I have tried looking for the exception in Log Analytics per suggestion, but it's still not traceable:

LA


Solution

  • I'm also unable to find some of these timeouts in the Performance/Failure tabs under Application Insights for my particular App Service.

    However, after I implemented Application Insights SDK (Javascript) on my frontend:

    • I think I'm able to find them for each Page in my application, using Log Analytics:

    • pageViews
      | where duration > 25000 and client_Type == "Browser"
      | sort by timestamp, count_sum
      

      where 25000 equals 25 seconds, a threshold for our timeouts.

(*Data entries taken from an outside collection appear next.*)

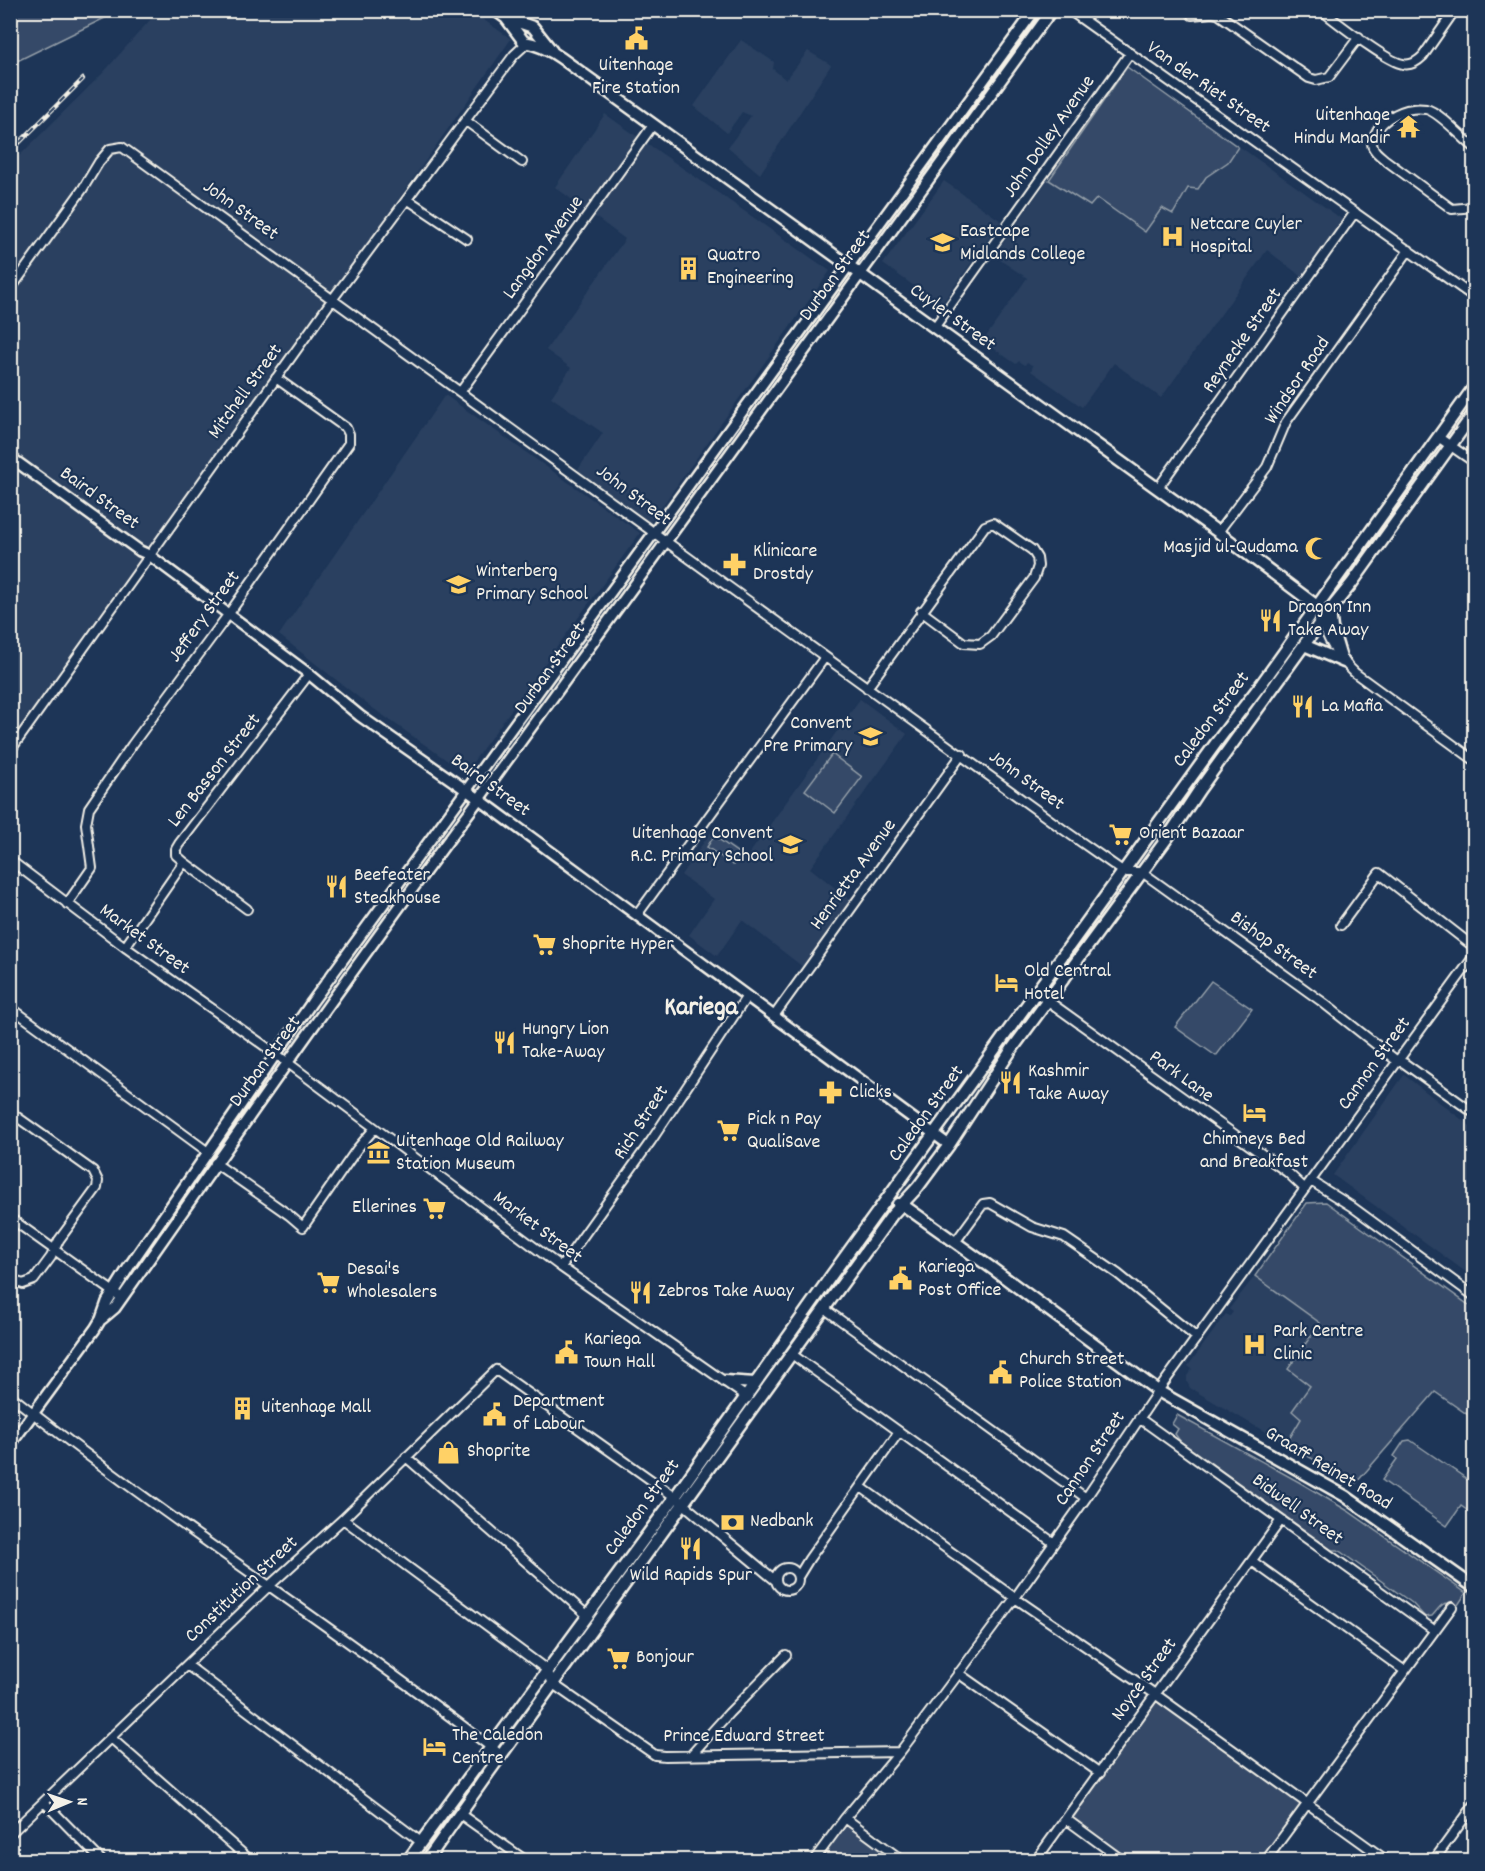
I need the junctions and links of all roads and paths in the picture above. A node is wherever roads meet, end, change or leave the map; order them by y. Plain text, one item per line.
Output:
1 (495, 10) edge
2 (1035, 10) edge
3 (1052, 10) edge
4 (1069, 10) edge
5 (1320, 10) edge
6 (1442, 10) edge
7 (1453, 14) edge
8 (1192, 15) dead end
9 (506, 18) junction
10 (1359, 37) junction
11 (527, 38) junction
12 (1130, 53) junction
13 (466, 121) junction
14 (653, 125) junction
15 (1474, 147) edge
16 (522, 162) dead end
17 (407, 199) junction
18 (1474, 207) edge
19 (1355, 212) junction
20 (467, 239) dead end
21 (1409, 250) junction
22 (849, 266) junction
23 (860, 273) junction
24 (10, 290) edge
25 (1474, 297) edge
26 (332, 300) junction
27 (934, 328) junction
28 (276, 378) junction
29 (1474, 387) edge
30 (461, 391) junction
31 (1474, 413) edge
32 (1438, 437) junction
33 (1452, 446) junction
34 (10, 456) edge
35 (1474, 462) edge
36 (1158, 488) junction
37 (654, 532) junction
38 (1218, 532) junction
39 (666, 542) junction
40 (149, 555) junction
41 (1317, 606) junction
42 (921, 611) junction
43 (1330, 611) junction
44 (228, 615) junction
45 (1322, 620) junction
46 (1304, 645) junction
47 (825, 657) junction
48 (1343, 660) junction
49 (309, 674) junction
50 (867, 688) junction
51 (10, 751) edge
52 (962, 754) junction
53 (1474, 760) edge
54 (466, 790) junction
55 (479, 799) junction
56 (10, 860) edge
57 (184, 862) junction
58 (1124, 872) junction
59 (1142, 872) junction
60 (67, 904) junction
61 (247, 909) dead end
62 (637, 915) junction
63 (1341, 925) dead end
64 (1474, 946) edge
65 (124, 947) junction
66 (1474, 956) edge
67 (1036, 993) junction
68 (747, 996) junction
69 (1048, 1000) junction
70 (10, 1007) edge
71 (774, 1016) junction
72 (276, 1054) junction
73 (1397, 1061) junction
74 (287, 1062) junction
75 (10, 1112) edge
76 (1474, 1113) edge
77 (375, 1128) junction
78 (934, 1135) junction
79 (950, 1145) junction
80 (208, 1152) junction
81 (215, 1163) junction
82 (1311, 1181) junction
83 (899, 1183) junction
84 (1305, 1189) junction
85 (903, 1205) junction
86 (881, 1208) junction
87 (10, 1218) edge
88 (956, 1241) junction
89 (54, 1249) junction
90 (561, 1267) junction
91 (10, 1279) edge
92 (113, 1291) junction
93 (1474, 1296) edge
94 (122, 1298) junction
95 (825, 1309) junction
96 (101, 1319) junction
97 (1197, 1338) junction
98 (793, 1355) junction
99 (725, 1381) junction
100 (755, 1383) junction
101 (1158, 1390) junction
102 (10, 1395) edge
103 (746, 1396) junction
104 (756, 1405) junction
105 (33, 1413) junction
106 (1140, 1418) junction
107 (899, 1432) junction
108 (10, 1445) edge
109 (406, 1457) junction
110 (861, 1487) junction
111 (1086, 1498) junction
112 (679, 1501) junction
113 (343, 1519) junction
114 (1281, 1520) junction
115 (1054, 1543) junction
116 (809, 1559) junction
117 (1252, 1561) junction
118 (757, 1565) junction
119 (791, 1568) junction
120 (781, 1569) junction
121 (798, 1577) junction
122 (776, 1581) junction
123 (269, 1586) junction
124 (1474, 1587) edge
125 (1015, 1598) junction
126 (1452, 1607) dead end
127 (587, 1615) junction
128 (1434, 1630) junction
129 (786, 1655) dead end
130 (187, 1665) junction
131 (547, 1670) junction
132 (1405, 1671) junction
133 (958, 1673) junction
134 (553, 1683) junction
135 (1155, 1694) junction
136 (111, 1738) junction
137 (490, 1747) junction
138 (900, 1752) junction
139 (501, 1755) junction
140 (691, 1755) junction
141 (1100, 1773) junction
142 (44, 1802) junction
143 (1308, 1804) junction
144 (1474, 1805) edge
145 (460, 1814) junction
146 (845, 1818) junction
147 (1066, 1819) junction
148 (10, 1834) edge
149 (421, 1842) junction
150 (100, 1860) edge
151 (250, 1860) edge
152 (408, 1860) edge
153 (427, 1860) edge
154 (525, 1860) edge
155 (814, 1860) edge
156 (902, 1860) edge
157 (1036, 1860) edge
158 (1122, 1860) edge
159 (1266, 1860) edge
160 (1386, 1860) edge
161 (1434, 1860) edge

1 - 9 main road, Cuyler Street
2 - 22 street, Durban Street
3 - 23 street, Durban Street
4 - 12 street, Van der Riet Street
5 - 10 street
6 - 7 street
7 - 10 street
8 - 10 street
9 - 11 main road, Cuyler Street
9 - 11 main road, Cuyler Street
11 - 13 street, Mitchell Street
11 - 14 main road, Cuyler Street
12 - 19 street, Van der Riet Street
12 - 27 street, John Dolley Avenue
13 - 16 street
13 - 17 street, Mitchell Street
14 - 22 main road, Cuyler Street
14 - 30 street, Langdon Avenue
15 - 18 street
17 - 20 street
17 - 26 street, Mitchell Street
19 - 21 street, Van der Riet Street
19 - 36 street, Reynecke Street
21 - 25 street, Van der Riet Street
21 - 38 street, Windsor Road
22 - 23 main road, Cuyler Street
22 - 37 street, Durban Street
23 - 27 main road, Cuyler Street
23 - 39 street, Durban Street
24 - 26 street, John Street
26 - 28 street, Mitchell Street
26 - 30 street, John Street
27 - 36 main road, Cuyler Street
28 - 40 street, Mitchell Street
28 - 44 street, Jeffery Street
29 - 32 main road, Caledon Street
30 - 37 street, John Street
31 - 33 main road, Caledon Street
32 - 33 street
32 - 41 main road, Caledon Street
33 - 35 street
33 - 43 main road, Caledon Street
34 - 40 street, Baird Street
36 - 38 main road, Cuyler Street
37 - 39 street, John Street
37 - 54 street, Durban Street
38 - 41 main road, Cuyler Street
39 - 47 street, John Street
39 - 55 street, Durban Street
40 - 44 street, Baird Street
40 - 51 street, Mitchell Street
41 - 45 main road
41 - 58 main road, Caledon Street
42 - 42 street
42 - 50 street
43 - 45 main road, Caledon Street
43 - 48 main road
44 - 49 street, Baird Street
44 - 60 street, Jeffery Street
45 - 46 main road, Caledon Street
45 - 48 street
46 - 48 main road
46 - 59 main road, Caledon Street
47 - 50 street, John Street
47 - 62 street
48 - 53 street
49 - 54 street, Baird Street
49 - 57 street, Len Basson Street
50 - 52 street, John Street
52 - 58 street, John Street
52 - 71 street, Henrietta Avenue
54 - 55 street, Baird Street
54 - 72 street, Durban Street
55 - 62 street, Baird Street
55 - 74 street, Durban Street
56 - 60 street, Market Street
57 - 61 street
57 - 65 street
58 - 59 street
58 - 67 main road, Caledon Street
59 - 69 main road, Caledon Street
59 - 73 street, Bishop Street
60 - 65 street, Market Street
62 - 68 street, Baird Street
63 - 64 street
65 - 72 street, Market Street
66 - 73 street, Cannon Street
67 - 69 street, Park Lane
67 - 78 main road, Caledon Street
68 - 71 street, Baird Street
68 - 90 street, Rich Street
69 - 79 main road, Caledon Street
69 - 84 street, Park Lane
70 - 80 street
71 - 78 street, Baird Street
72 - 74 street, Market Street
72 - 80 street, Durban Street
73 - 76 street, Bishop Street
73 - 82 street, Cannon Street
74 - 77 street, Market Street
74 - 81 street, Durban Street
75 - 89 street
77 - 81 street
77 - 90 street, Market Street
78 - 79 street, Baird Street
78 - 83 main road, Caledon Street
79 - 85 main road, Caledon Street
80 - 92 street, Durban Street
81 - 94 street, Durban Street
82 - 84 street, Cannon Street
82 - 93 street
83 - 85 main road
83 - 86 main road, Caledon Street
84 - 97 street, Cannon Street
85 - 86 main road
85 - 88 main road, Graaff Reinet Road
85 - 95 main road, Caledon Street
86 - 100 main road, Caledon Street
87 - 89 street
88 - 97 street
88 - 101 main road, Graaff Reinet Road
89 - 91 street
89 - 92 street
90 - 99 street, Market Street
92 - 94 street
92 - 96 street, Durban Street
94 - 96 street, Durban Street
95 - 98 main road, Caledon Street
95 - 111 street
96 - 105 street, Durban Street
97 - 101 street, Cannon Street
98 - 104 main road, Caledon Street
98 - 107 street
99 - 100 main road
99 - 103 street, Market Street
100 - 103 main road, Caledon Street
101 - 106 street, Cannon Street
101 - 124 main road, Graaff Reinet Road
102 - 105 street
103 - 104 street, Market Street
103 - 112 main road, Caledon Street
104 - 112 main road, Caledon Street
105 - 108 street, Durban Street
105 - 123 street
106 - 111 street, Cannon Street
106 - 114 street, Bidwell Street
107 - 110 street
107 - 115 street
109 - 112 street, Constitution Street
109 - 113 street, Constitution Street
109 - 127 street
110 - 116 street
110 - 125 street
111 - 115 street, Cannon Street
112 - 118 street
112 - 127 main road, Caledon Street
112 - 134 main road, Caledon Street
113 - 123 street, Constitution Street
113 - 131 street
114 - 117 street, Noyce Street
114 - 128 street, Bidwell Street
115 - 125 street, Cannon Street
116 - 119 street
116 - 121 street
117 - 132 street
117 - 135 street, Noyce Street
118 - 120 street
118 - 122 street
119 - 120 street
119 - 121 street
120 - 122 street
121 - 122 street
123 - 130 street, Constitution Street
123 - 137 street
125 - 133 street, Cannon Street
125 - 135 street
126 - 128 street
127 - 131 main road, Caledon Street
128 - 132 street
129 - 140 street
130 - 136 street, Constitution Street
130 - 149 street
131 - 134 street, Prince Edward Street
131 - 137 main road, Caledon Street
132 - 143 street
133 - 138 street, Cannon Street
133 - 141 street
134 - 139 main road, Caledon Street
134 - 140 street, Prince Edward Street
135 - 141 street, Noyce Street
135 - 143 street
136 - 142 street, Constitution Street
136 - 151 street
137 - 139 street
137 - 149 main road, Caledon Street
138 - 140 street, Prince Edward Street
138 - 146 street, Cannon Street
139 - 145 main road, Caledon Street
141 - 147 street, Noyce Street
142 - 148 street, Constitution Street
142 - 150 street
143 - 159 street
143 - 160 street
144 - 161 street
145 - 153 main road, Caledon Street
145 - 154 street
146 - 155 street, Cannon Street
146 - 156 street
147 - 157 street, Noyce Street
147 - 158 street
149 - 152 main road, Caledon Street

    • It seems that backend requests are traced automatically in the requests table, so no extra implementation on frontend required:

      requests
      | where duration > 25000
      | summarize count_sum = count() by bin(timestamp,1d), operation_Name, name
      | sort by timestamp, count_sum
      

    Disclaimer: I'm not 100% sure about the correctness, but at least it has helped me a bit. The documentation on Application Insights is a bit complex I feel.